Fix to a bug found by Florian Weimer:
The UTF-8 decoder is still buggy (i.e. it doesn't pass Markus Kuhn's
stress test), mainly due to the following construct:
#define UTF8_ERROR(details) do { \
if (utf8_decoding_error(&s, &p, errors, details)) \
goto onError; \
continue; \
} while (0)
(The "continue" statement is supposed to exit from the outer loop,
but of course, it doesn't.

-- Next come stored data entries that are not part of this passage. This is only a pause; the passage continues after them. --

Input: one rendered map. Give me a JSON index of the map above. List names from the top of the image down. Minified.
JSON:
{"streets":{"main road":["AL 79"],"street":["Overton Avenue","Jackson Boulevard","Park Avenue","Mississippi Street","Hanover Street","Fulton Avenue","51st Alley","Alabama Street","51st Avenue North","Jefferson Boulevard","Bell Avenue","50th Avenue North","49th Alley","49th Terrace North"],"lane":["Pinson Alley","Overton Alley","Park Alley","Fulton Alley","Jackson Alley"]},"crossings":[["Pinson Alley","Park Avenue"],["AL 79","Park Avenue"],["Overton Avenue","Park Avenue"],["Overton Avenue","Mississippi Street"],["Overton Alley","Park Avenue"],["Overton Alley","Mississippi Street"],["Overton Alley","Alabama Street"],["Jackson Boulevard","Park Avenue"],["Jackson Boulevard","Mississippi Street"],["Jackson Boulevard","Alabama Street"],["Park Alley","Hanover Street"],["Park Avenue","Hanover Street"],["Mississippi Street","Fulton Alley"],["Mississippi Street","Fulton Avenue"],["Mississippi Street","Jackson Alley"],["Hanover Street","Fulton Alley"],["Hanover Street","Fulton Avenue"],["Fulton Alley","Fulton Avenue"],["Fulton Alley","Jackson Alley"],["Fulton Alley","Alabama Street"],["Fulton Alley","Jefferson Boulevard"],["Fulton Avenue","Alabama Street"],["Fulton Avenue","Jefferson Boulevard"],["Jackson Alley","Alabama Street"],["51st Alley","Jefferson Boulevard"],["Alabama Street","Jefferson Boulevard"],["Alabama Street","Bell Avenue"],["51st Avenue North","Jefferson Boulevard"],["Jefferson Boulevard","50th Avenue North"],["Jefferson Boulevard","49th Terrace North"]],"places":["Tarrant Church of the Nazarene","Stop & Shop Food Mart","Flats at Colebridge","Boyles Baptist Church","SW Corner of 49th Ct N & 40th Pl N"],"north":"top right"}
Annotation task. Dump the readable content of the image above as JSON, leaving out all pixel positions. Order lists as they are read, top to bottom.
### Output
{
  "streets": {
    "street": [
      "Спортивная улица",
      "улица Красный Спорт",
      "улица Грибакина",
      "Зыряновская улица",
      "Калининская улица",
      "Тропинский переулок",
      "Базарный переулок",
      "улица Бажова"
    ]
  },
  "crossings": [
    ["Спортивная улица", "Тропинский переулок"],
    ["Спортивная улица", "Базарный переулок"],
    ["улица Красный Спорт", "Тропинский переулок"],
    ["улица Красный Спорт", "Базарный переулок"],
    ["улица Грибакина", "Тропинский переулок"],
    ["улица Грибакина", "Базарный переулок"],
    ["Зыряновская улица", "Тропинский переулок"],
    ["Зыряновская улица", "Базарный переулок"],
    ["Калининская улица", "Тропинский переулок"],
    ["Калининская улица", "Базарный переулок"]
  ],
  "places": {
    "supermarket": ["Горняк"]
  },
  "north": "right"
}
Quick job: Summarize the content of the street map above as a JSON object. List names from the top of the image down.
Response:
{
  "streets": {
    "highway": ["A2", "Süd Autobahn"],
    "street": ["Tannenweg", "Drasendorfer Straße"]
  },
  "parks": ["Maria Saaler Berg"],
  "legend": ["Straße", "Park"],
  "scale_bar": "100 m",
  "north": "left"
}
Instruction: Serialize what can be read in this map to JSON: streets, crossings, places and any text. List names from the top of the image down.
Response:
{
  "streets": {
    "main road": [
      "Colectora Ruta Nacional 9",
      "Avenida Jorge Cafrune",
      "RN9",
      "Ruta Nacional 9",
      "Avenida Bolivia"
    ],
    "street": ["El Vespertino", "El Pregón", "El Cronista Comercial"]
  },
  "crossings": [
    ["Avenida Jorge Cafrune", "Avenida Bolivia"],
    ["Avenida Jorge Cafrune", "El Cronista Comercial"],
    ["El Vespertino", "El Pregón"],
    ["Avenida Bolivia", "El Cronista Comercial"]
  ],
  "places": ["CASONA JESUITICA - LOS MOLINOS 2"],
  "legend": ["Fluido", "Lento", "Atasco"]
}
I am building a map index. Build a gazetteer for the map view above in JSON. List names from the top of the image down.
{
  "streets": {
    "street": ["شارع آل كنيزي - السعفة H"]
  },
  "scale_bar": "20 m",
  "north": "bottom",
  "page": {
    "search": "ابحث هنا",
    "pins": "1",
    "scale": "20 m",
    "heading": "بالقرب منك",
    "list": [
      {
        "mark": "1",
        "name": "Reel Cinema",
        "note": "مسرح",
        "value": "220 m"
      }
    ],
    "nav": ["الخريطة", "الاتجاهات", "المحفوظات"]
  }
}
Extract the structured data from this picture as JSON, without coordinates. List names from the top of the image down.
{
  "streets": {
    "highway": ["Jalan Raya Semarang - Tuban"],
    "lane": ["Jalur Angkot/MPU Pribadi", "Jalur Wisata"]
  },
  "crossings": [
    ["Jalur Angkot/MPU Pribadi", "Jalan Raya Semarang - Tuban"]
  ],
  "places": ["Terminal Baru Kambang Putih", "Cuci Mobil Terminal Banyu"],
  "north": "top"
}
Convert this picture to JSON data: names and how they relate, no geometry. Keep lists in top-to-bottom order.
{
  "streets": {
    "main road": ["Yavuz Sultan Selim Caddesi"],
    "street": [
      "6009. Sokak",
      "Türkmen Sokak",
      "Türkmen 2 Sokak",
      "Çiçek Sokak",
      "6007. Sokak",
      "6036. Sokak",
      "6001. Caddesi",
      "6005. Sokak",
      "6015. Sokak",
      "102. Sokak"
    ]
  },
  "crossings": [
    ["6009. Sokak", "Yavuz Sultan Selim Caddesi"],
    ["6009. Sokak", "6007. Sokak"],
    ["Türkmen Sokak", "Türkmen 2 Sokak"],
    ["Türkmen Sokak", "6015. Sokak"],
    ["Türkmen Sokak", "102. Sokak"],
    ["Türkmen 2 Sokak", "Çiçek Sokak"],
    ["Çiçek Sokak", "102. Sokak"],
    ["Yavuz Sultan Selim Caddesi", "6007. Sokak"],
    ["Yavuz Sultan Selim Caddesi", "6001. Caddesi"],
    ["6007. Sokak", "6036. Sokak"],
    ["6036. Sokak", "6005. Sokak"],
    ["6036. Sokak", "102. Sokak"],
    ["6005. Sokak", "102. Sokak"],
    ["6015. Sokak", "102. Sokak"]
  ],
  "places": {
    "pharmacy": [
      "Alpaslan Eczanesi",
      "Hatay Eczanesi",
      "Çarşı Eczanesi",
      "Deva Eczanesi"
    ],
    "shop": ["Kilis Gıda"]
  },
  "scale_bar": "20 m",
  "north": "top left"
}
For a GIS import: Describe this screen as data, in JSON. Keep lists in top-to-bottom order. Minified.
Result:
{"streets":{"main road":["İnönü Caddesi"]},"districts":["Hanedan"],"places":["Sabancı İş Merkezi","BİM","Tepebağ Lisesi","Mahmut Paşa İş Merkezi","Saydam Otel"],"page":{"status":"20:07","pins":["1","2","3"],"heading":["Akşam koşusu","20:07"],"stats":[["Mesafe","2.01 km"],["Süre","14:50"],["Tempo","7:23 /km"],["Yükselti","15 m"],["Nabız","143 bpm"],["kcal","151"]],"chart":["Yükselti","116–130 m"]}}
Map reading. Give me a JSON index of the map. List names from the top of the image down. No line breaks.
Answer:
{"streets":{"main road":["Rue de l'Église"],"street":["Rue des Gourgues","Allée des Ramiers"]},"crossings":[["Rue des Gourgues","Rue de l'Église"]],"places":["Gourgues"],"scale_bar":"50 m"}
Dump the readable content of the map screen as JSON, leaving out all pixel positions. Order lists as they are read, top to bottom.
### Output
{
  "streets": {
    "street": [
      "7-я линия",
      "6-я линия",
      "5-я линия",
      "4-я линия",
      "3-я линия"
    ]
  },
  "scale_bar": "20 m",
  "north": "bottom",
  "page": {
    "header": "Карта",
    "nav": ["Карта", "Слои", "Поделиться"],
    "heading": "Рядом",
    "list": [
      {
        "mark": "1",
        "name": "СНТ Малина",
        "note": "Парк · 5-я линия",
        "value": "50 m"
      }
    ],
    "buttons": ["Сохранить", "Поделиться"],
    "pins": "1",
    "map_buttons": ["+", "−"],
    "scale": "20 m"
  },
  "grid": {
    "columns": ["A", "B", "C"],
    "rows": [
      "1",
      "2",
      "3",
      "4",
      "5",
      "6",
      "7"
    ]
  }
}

Indeed, this is a marvelous example of
the dangers of the C programming language and especially of the C
preprocessor.)
diff --git a/Objects/unicodeobject.c b/Objects/unicodeobject.c
index 12c5be4..7c35f1c 100644
--- a/Objects/unicodeobject.c
+++ b/Objects/unicodeobject.c
@@ -634,7 +634,7 @@
#define UTF8_ERROR(details) do { \
if (utf8_decoding_error(&s, &p, errors, details)) \
goto onError; \
- continue; \
+ goto nextChar; \
} while (0)
PyObject *PyUnicode_DecodeUTF8(const char *s,
@@ -731,6 +731,7 @@
UTF8_ERROR("unsupported Unicode code range");
}
s += n;
+nextChar:
}
/* Adjust length */